The good news is many car shops and stores offer installation services for customers who prefer expert installation, or are concerned about handling wiring alone. If you happen to be near Richmond, BC, you are very welcome to book a schedule and have your dash cam professionally installed by our experts here.

Myth 3: Dash Cams Aren't Compatible with EV Electronics

Contrary to popular assumption, dash cameras are designed to interface effortlessly with a wide range of car components. Many dash cams can be attached to the standardized OBD-II cable found in most modern automobiles, including electric vehicles. This enables a stable data connection without interfering with the electronics in your vehicle.

An OBD cable simply has to be connected to the vehicle's OBD port rather than the fuse box. After completing this, your dash camera will be able to record in parking mode just like if you had hardwired.

OBD is not only a standard plug-and-play fit and present in all automobiles made after the late 1990s, but is also physically more convenient to access than the vehicle's fuse box. While some OBD cables work fine for both gas powered and electric vehicles, some are EV specific, so make sure you are getting the right version. You can find our IROAD OBD-II Electric version here.

Myth 4: Dash Cams Void EV Warranties

It's another common myth that installing a dash cam can void your electric vehicle's warranty. However, this is not always the case.

The Magnuson-Moss Warranty Act safeguards consumers' rights to install aftermarket components without voiding warranties, so long as the installation process does not directly cause vehicle damage.

We also made a few calls to several local car dealers, and the answers we received were pretty much the same: installing a dash cam will not void your car's warranty. Technically, per dealership policies, yes, they could and would void the warranty, but only if they can prove that the dash cam directly causes the need for repairs.

Now, to alleviate any concerns, we recommend you to look into your EV's manufacturer's warranty terms and speak with dealership staff. This way, you can make an informed decision while still protecting your vehicle's warranty.

Myth 5: Dash Cams Interfere with EV Sensors and Autonomy

Lastly, another common misconception is that dash cams can obstruct EV sensors or interfere with the vehicle's autonomous features. Most dash cams are purposefully placed to prevent interfering with sensors or cameras used in advanced driver assistance systems (ADAS) and autonomous driving technologies.

Some dash cam models even have mechanisms that ensure they don't impede these sensors. Electric vehicles are equipped with advanced sensor technology that can handle a variety of environmental conditions, including the presence of a dash cam.

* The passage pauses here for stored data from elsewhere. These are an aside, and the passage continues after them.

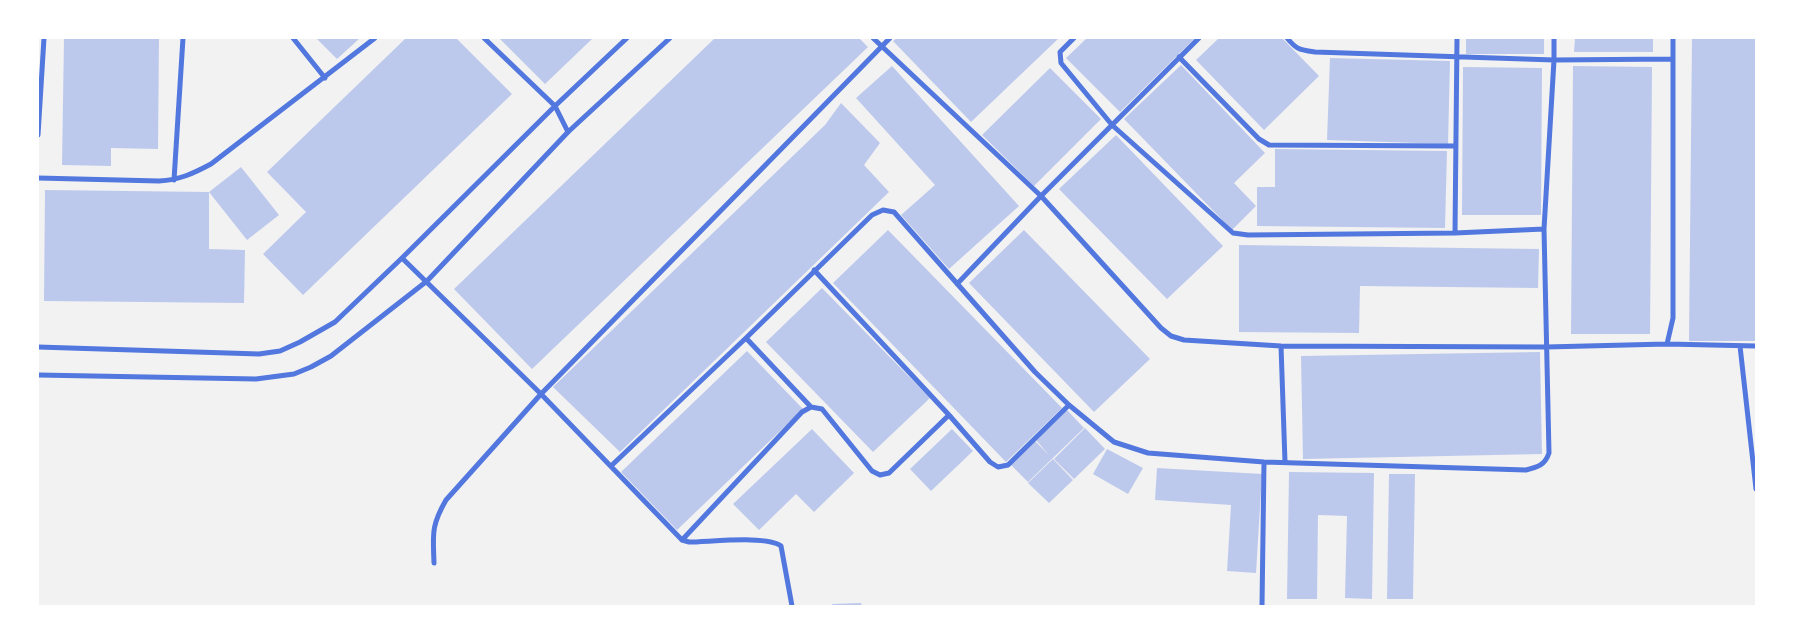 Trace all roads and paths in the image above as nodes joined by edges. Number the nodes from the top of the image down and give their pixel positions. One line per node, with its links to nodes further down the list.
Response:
1 (44, 38): 25 (street)
2 (183, 38): 28 (street)
3 (293, 38): 21 (street)
4 (375, 38): 21 (street)
5 (484, 38): 22 (street)
6 (627, 38): 22 (street)
7 (670, 38): 24 (street)
8 (873, 38): 16 (street)
9 (890, 38): 16 (street)
10 (1074, 38): 23 (street)
11 (1199, 38): 17 (street)
12 (1288, 38): 18 (street)
13 (1457, 38): 18 (street)
14 (1554, 38): 19 (street)
15 (1673, 38): 20 (street)
16 (882, 46): 29 (street); 44 (street)
17 (1179, 57): 23 (street); 26 (street)
18 (1457, 57): 19 (street); 26 (street)
19 (1554, 60): 20 (street); 30 (street)
20 (1673, 60): 37 (street)
21 (325, 78): 28 (street)
22 (554, 106): 24 (street); 32 (street)
23 (1112, 125): 29 (street); 31 (street)
24 (568, 132): 34 (street)
25 (38, 136)
26 (1456, 146): 31 (street)
27 (38, 178): 28 (street)
28 (174, 180)
29 (1041, 196): 35 (street); 38 (street)
30 (1544, 229): 31 (street); 42 (street)
31 (1455, 232)
32 (402, 258): 34 (street); 41 (street)
33 (814, 270): 35 (street); 36 (street); 47 (street)
34 (427, 281): 43 (street); 44 (street)
35 (957, 284): 45 (street)
36 (746, 338): 46 (street); 50 (street)
37 (1667, 344): 39 (street); 42 (street)
38 (1280, 346): 42 (street); 49 (street)
39 (1740, 346): 40 (street); 51 (street)
40 (1756, 346)
41 (38, 347)
42 (1546, 347): 49 (street)
43 (38, 375)
44 (541, 394): 50 (street); 54 (street)
45 (1069, 405): 47 (street); 48 (street)
46 (811, 407): 47 (street); 53 (street)
47 (949, 415)
48 (1264, 462): 49 (street); 56 (street)
49 (1285, 462)
50 (610, 466): 53 (street)
51 (1756, 467): 52 (street)
52 (1756, 489)
53 (682, 540): 55 (street)
54 (434, 563)
55 (792, 606)
56 (1262, 606)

Yes, we’ve protected a lot of EVs too!

Some of our customers who own an EV have experienced the benefits of dash cams firsthand, of course, with the help of our professional installers. Here are some of our EV installations in our Richmond office:

In conclusion, the myths surrounding dash cam compatibility with electric vehicles are largely unfounded. Dash cams are designed to be efficient, easy to install, and compatible with various vehicle electronics, and more importantly, these devices can be installed without voiding warranties or interfering with EV sensors and autonomy.